Von Neumann architecture - an introduction
Processor architectures
The way that a processor is designed is known as its 'architecture' and this has a significant effect on its performance. There are a number of different designs of CPU. The most common one is the Von Neumann processor, found in nearly all personal computers, laptops, tablets, mobile phones, gaming consoles and other common computer-based devices.
Von Neumann architecture
In the 1940s, a mathematician called John Von Neumann described the basic arrangement (or architecture) of a computer.
A Von Neumann-based processor is defined as one that:
-
- Uses a single processor.
- Uses one memory for both instructions and data.

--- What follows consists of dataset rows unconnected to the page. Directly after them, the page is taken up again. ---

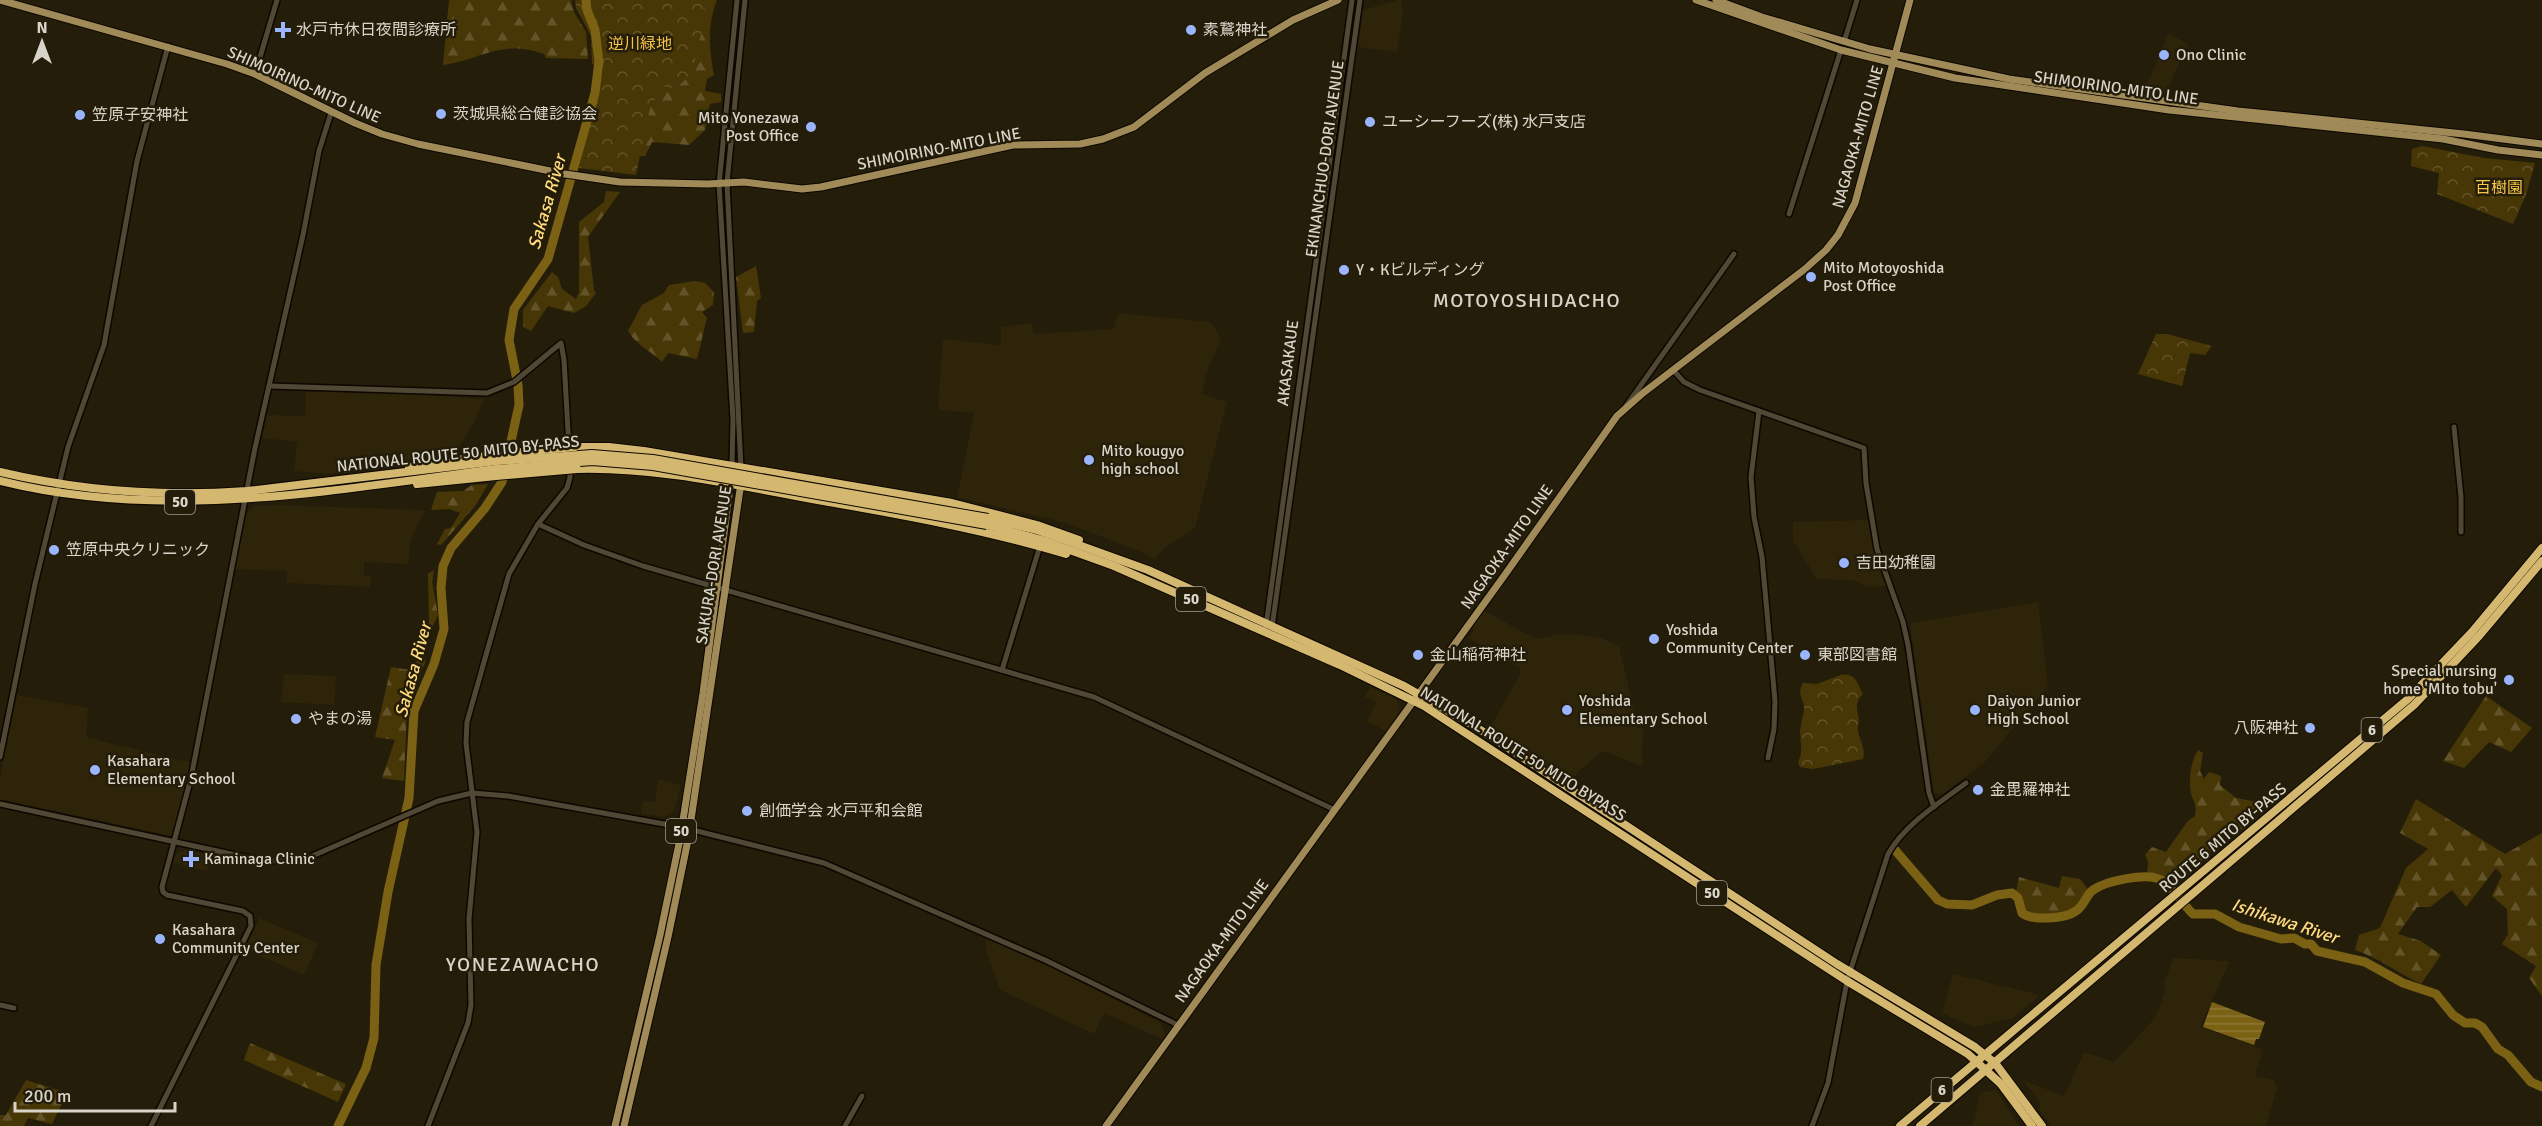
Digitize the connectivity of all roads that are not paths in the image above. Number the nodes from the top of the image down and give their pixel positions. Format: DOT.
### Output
graph roads {
  1 [pos="0,0"];
  2 [pos="277,0"];
  3 [pos="737,0"];
  4 [pos="745,0"];
  5 [pos="1338,0"];
  6 [pos="1352,0"];
  7 [pos="1360,0"];
  8 [pos="1696,0"];
  9 [pos="1716,0"];
  10 [pos="1857,0"];
  11 [pos="1910,0"];
  12 [pos="1844,42"];
  13 [pos="168,46"];
  14 [pos="1841,50"];
  15 [pos="1895,56"];
  16 [pos="1893,64"];
  17 [pos="255,74"];
  18 [pos="332,112"];
  19 [pos="2542,144"];
  20 [pos="2542,155"];
  21 [pos="723,184"];
  22 [pos="1789,214"];
  23 [pos="1734,254"];
  24 [pos="1673,370"];
  25 [pos="270,387"];
  26 [pos="1625,407"];
  27 [pos="1760,411"];
  28 [pos="2454,427"];
  29 [pos="497,465"];
  30 [pos="732,466"];
  31 [pos="741,468"];
  32 [pos="0,472"];
  33 [pos="0,481"];
  34 [pos="59,484"];
  35 [pos="731,484"];
  36 [pos="741,486"];
  37 [pos="57,493"];
  38 [pos="246,495"];
  39 [pos="987,521"];
  40 [pos="538,524"];
  41 [pos="2461,532"];
  42 [pos="1040,546"];
  43 [pos="2542,548"];
  44 [pos="1113,556"];
  45 [pos="2542,561"];
  46 [pos="1114,566"];
  47 [pos="721,589"];
  48 [pos="1265,622"];
  49 [pos="1274,626"];
  50 [pos="1267,633"];
  51 [pos="1002,670"];
  52 [pos="1416,697"];
  53 [pos="0,757"];
  54 [pos="1768,758"];
  55 [pos="1966,783"];
  56 [pos="472,793"];
  57 [pos="0,804"];
  58 [pos="1934,807"];
  59 [pos="1335,810"];
  60 [pos="685,828"];
  61 [pos="175,842"];
  62 [pos="1850,972"];
  63 [pos="1847,981"];
  64 [pos="0,1005"];
  65 [pos="14,1008"];
  66 [pos="1178,1025"];
  67 [pos="1985,1054"];
  68 [pos="1977,1060"];
  69 [pos="1995,1063"];
  70 [pos="1987,1070"];
  71 [pos="862,1096"];
  72 [pos="151,1126"];
  73 [pos="428,1126"];
  74 [pos="615,1126"];
  75 [pos="624,1126"];
  76 [pos="846,1126"];
  77 [pos="1106,1126"];
  78 [pos="1812,1126"];
  79 [pos="1900,1126"];
  80 [pos="1920,1126"];
  81 [pos="2032,1126"];
  82 [pos="2042,1126"];
  1 -- 13 [label="main road, SHIMOIRINO-MITO LINE"];
  2 -- 17 [label="street"];
  3 -- 21 [label="street, SAKURA-DORI AVENUE"];
  4 -- 21 [label="street, SAKURA-DORI AVENUE"];
  5 -- 21 [label="main road, SHIMOIRINO-MITO LINE"];
  6 -- 48 [label="street, AKASAKAUE"];
  7 -- 49 [label="street, AKASAKAUE"];
  8 -- 14 [label="main road, SHIMOIRINO-MITO LINE"];
  9 -- 12 [label="main road, SHIMOIRINO-MITO LINE"];
  10 -- 12 [label="street"];
  11 -- 15 [label="main road, NAGAOKA-MITO LINE"];
  12 -- 15 [label="main road, SHIMOIRINO-MITO LINE"];
  13 -- 17 [label="main road, SHIMOIRINO-MITO LINE"];
  13 -- 34 [label="street"];
  14 -- 16 [label="main road, SHIMOIRINO-MITO LINE"];
  14 -- 22 [label="street"];
  15 -- 16 [label="main road, NAGAOKA-MITO LINE"];
  15 -- 19 [label="main road, SHIMOIRINO-MITO LINE"];
  16 -- 20 [label="main road, SHIMOIRINO-MITO LINE"];
  16 -- 24 [label="main road, NAGAOKA-MITO LINE"];
  17 -- 18 [label="main road, SHIMOIRINO-MITO LINE"];
  18 -- 21 [label="main road, SHIMOIRINO-MITO LINE"];
  18 -- 25 [label="street"];
  21 -- 30 [label="street, SAKURA-DORI AVENUE"];
  21 -- 31 [label="street, SAKURA-DORI AVENUE"];
  23 -- 26 [label="street"];
  24 -- 26 [label="main road, NAGAOKA-MITO LINE"];
  24 -- 27 [label="street"];
  25 -- 38 [label="street"];
  25 -- 40 [label="street"];
  26 -- 52 [label="main road, NAGAOKA-MITO LINE"];
  27 -- 54 [label="street"];
  27 -- 58 [label="street"];
  28 -- 41 [label="street"];
  29 -- 30 [label="highway, bridge"];
  29 -- 35 [label="highway, bridge"];
  29 -- 38 [label="highway, NATIONAL ROUTE 50 MITO BY-PASS / 50"];
  29 -- 38 [label="highway, NATIONAL ROUTE 50 MITO BY-PASS / 50"];
  29 -- 39 [label="highway, NATIONAL ROUTE 50 MITO BY-PASS / 50, bridge"];
  30 -- 31 [label="highway"];
  30 -- 35 [label="main road, SAKURA-DORI AVENUE / 50"];
  31 -- 36 [label="main road, SAKURA-DORI AVENUE / 50"];
  31 -- 44 [label="highway"];
  32 -- 34 [label="highway, NATIONAL ROUTE 50 MITO BY-PASS / 50"];
  33 -- 37 [label="highway, NATIONAL ROUTE 50 MITO BY-PASS / 50"];
  34 -- 37 [label="street"];
  34 -- 38 [label="highway, NATIONAL ROUTE 50 MITO BY-PASS / 50"];
  35 -- 36 [label="highway"];
  35 -- 47 [label="main road, SAKURA-DORI AVENUE / 50"];
  36 -- 42 [label="highway"];
  36 -- 47 [label="main road, SAKURA-DORI AVENUE / 50"];
  37 -- 38 [label="highway, NATIONAL ROUTE 50 MITO BY-PASS / 50"];
  37 -- 53 [label="street"];
  38 -- 61 [label="street"];
  39 -- 44 [label="highway, 50"];
  39 -- 46 [label="highway, NATIONAL ROUTE 50 MITO BYPASS / 50"];
  40 -- 47 [label="street"];
  40 -- 56 [label="street"];
  42 -- 46 [label="highway"];
  42 -- 51 [label="street"];
  43 -- 67 [label="highway, ROUTE 6 MITO BY-PASS / 6"];
  44 -- 48 [label="highway, 50"];
  45 -- 69 [label="highway, ROUTE 6 MITO BY-PASS / 6"];
  46 -- 50 [label="highway, NATIONAL ROUTE 50 MITO BYPASS / 50"];
  47 -- 51 [label="street"];
  47 -- 60 [label="main road, SAKURA-DORI AVENUE / 50"];
  48 -- 49 [label="highway, 50"];
  48 -- 50 [label="street, AKASAKAUE"];
  49 -- 50 [label="street"];
  49 -- 52 [label="highway, NATIONAL ROUTE 50 MITO BYPASS / 50"];
  50 -- 52 [label="highway, NATIONAL ROUTE 50 MITO BYPASS / 50"];
  51 -- 59 [label="street"];
  52 -- 59 [label="main road, NAGAOKA-MITO LINE"];
  52 -- 62 [label="highway, NATIONAL ROUTE 50 MITO BYPASS / 50"];
  52 -- 63 [label="highway, NATIONAL ROUTE 50 MITO BYPASS / 50"];
  55 -- 58 [label="street"];
  56 -- 60 [label="street"];
  56 -- 61 [label="street"];
  56 -- 73 [label="street"];
  57 -- 61 [label="street"];
  58 -- 62 [label="street"];
  59 -- 66 [label="main road, NAGAOKA-MITO LINE"];
  60 -- 66 [label="street"];
  60 -- 74 [label="main road, SAKURA-DORI AVENUE / 50"];
  60 -- 75 [label="main road, SAKURA-DORI AVENUE / 50"];
  61 -- 72 [label="street"];
  62 -- 63 [label="street"];
  62 -- 67 [label="highway, NATIONAL ROUTE 50 MITO BYPASS / 50"];
  63 -- 68 [label="highway, NATIONAL ROUTE 50 MITO BYPASS / 50"];
  63 -- 78 [label="street"];
  64 -- 65 [label="street"];
  66 -- 77 [label="main road, NAGAOKA-MITO LINE"];
  67 -- 68 [label="highway, ROUTE 6 MITO BY-PASS / 6"];
  67 -- 69 [label="highway, 50"];
  68 -- 70 [label="highway, NATIONAL ROUTE 50 MITO BYPASS"];
  68 -- 79 [label="highway, ROUTE 6 MITO BY-PASS / 6"];
  69 -- 70 [label="highway, ROUTE 6 MITO BY-PASS / 6"];
  69 -- 82 [label="highway"];
  70 -- 80 [label="highway, ROUTE 6 MITO BY-PASS / 6"];
  70 -- 81 [label="highway, NATIONAL ROUTE 50 MITO BYPASS"];
  71 -- 76 [label="street"];
}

A von Neumann computer cannot tell, for example, if this bit pattern: 0011 0011 1110 1111 in a memory location is a piece of data, an instruction or a combined instruction with a piece of data. It ‘knows’ only because of the location of a particular bit pattern in RAM. The locations of all instructions and data are carefully tracked at all times. Occasionally, your computer can get confused and it stops working as expected or crashes altogether. The only solution is to reboot your computer (restart it). Then, the operating system, programs and data can be reloaded and organised and tracked properly again.
- Executes programs by doing one instruction after the next in a serial manner using a fetch-decode-execute cycle.
Von Neumann bottleneck
Whatever you do to improve performance, you cannot get away from the fact that instructions can only be done one at a time and can only be carried out sequentially. Both of these factors hold back the efficiency of the CPU. This is commonly referred to as the 'Von Neumann bottleneck'. You can provide a Von Neumann processor with more RAM, more cache or faster components but if real gains are to be made in CPU performance then a major review needs to take place of the design of the CPU.
One way to improve the Von Neumann processor - redesign it! The Harvard processor
This type of processor has two separate memories accessed by their own busses; one memory for instructions (programs) and a different memory for data. A Harvard processor can fetch an instruction from the instruction memory using its dedicated instruction bus at the same time as fetching data from the data memory using its dedicated data bus. This potentially can increase the overall speed of the processor compared to a Von Neumann processor, whose busses have to be used for both fetching instructions and fetching data; this conflict for resources slows down the speed of processing instructions.